The outer layer protects you from wind and rain. It traps heat inside and is water-resistant, yet should be breathable so sweat doesn’t build up and drench you from within. Think hooded windbreakers, rain jackets, wind shells, etc.
Fabric should be tightly-woven nylon or polyester, with a breathable membrane (Gore-Tex and DryPlus are two brand names). Avoid coated nylon, plastic, or rubber-coated rain jackets, which don’t breathe and only drench you from within.
Outer layers are generally uninsulated, since they supplement (and use) the base and middle layer(s) for insulation.
An outer layer is usually put on last during the layering process, such as to retain warmth during a rest stop. Conversely, it comes off first when one becomes active.
Always carry a reliable outer layer!
Two types of head coverings are necessary. One is a hat that shades your head from the sun, and the other is a knit cap that keeps your head warm in cold or wet weather.
Lots of people prefer a military-style “boonie” style hat for sun protection. Boonies work well, particularly when the weather’s hot and the sun’s bright. They’re a good choice if you don’t like putting a lot of sunscreen on your face. Select one that is a nylon or polyester blend. Ditch the “all cotton” varieties.
Others prefer a baseball-stye cap with a shading bill. They’re better than no hat, but do nothing to shade the sides of the face or the back of the neck. Okay if you remember to use that sunscreen, or hang a bandanna over your neck French Foreign Legion-style.
A lightweight knit cap (beanie-style, pulls down over the ears) is the minimum for temperate-weather hiking. Expecting colder early or late season temps? Carry a second knit cap as a middle layer. Pull your parka hood over for the outer layer. Lots of flexibility here. Polyester, wool, or acrylic, please.

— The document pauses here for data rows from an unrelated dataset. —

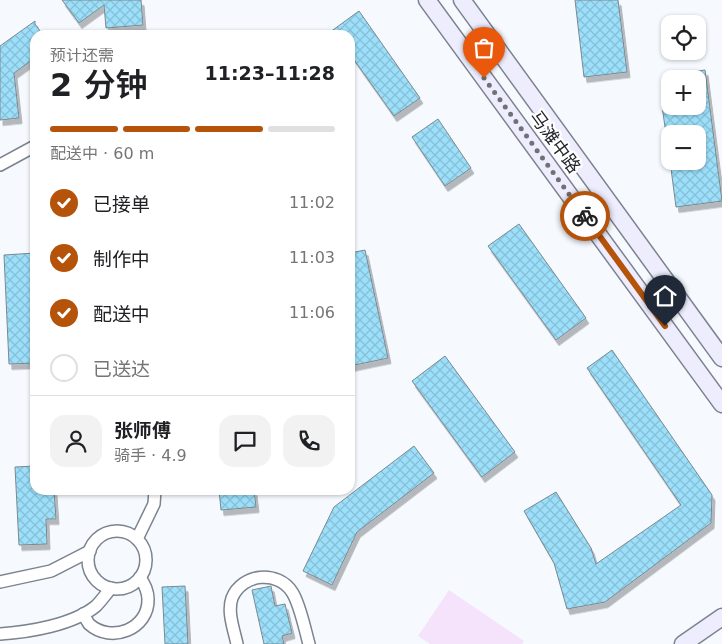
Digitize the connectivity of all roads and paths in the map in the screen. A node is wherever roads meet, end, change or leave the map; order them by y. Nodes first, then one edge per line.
1 (427, 0) edge
2 (462, 0) edge
3 (30, 149) edge
4 (0, 165) edge
5 (722, 358) edge
6 (722, 404) edge
7 (155, 495) edge
8 (137, 539) junction
9 (90, 550) junction
10 (140, 577) junction
11 (0, 582) edge
12 (111, 588) junction
13 (83, 614) junction
14 (722, 617) edge
15 (0, 634) edge
16 (121, 639) edge
17 (238, 644) edge
18 (309, 644) edge
19 (683, 644) edge

1 - 6 main road, 马滩中路
2 - 5 main road, 马滩中路
3 - 4 street
7 - 8 street
8 - 9 street
8 - 10 street
9 - 11 street
9 - 12 street
10 - 12 street
10 - 16 street
12 - 13 street
13 - 15 street
13 - 16 street
14 - 19 main road
17 - 18 street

Always carry a shading hat and a lightweight stocking cap!
Lightweight finger-style gloves are in order. If it’s colder, carry liners and mitten shells. Does this sound familiar? It should. What you have is a base layer (lightweight gloves), middle layer (glove or mitten liners), and outer layer (mitten shells). Again, you can layer up or down depending on the need. Same fabric as the knit cap.
Always carry at least a lightweight pair of gloves!
Clothing color is very important; bright, obvious colors can help you survive an emergency situation.
Think about what searchers will see if they’re looking for you after you’ve (heaven forbid) been reported lost or missing, or if you’re awaiting rescue after an accident has left you injured.
Avoid camouflage colors that stuff the shelves of sporting goods stores! Your clothing should be brightly-colored, such as yellow, red, orange, blue, and so on. Choose colors that stand out from the landscape, and will be easy to spot from the ground or in the air. Bright colors are also safer in the fall around hunting season!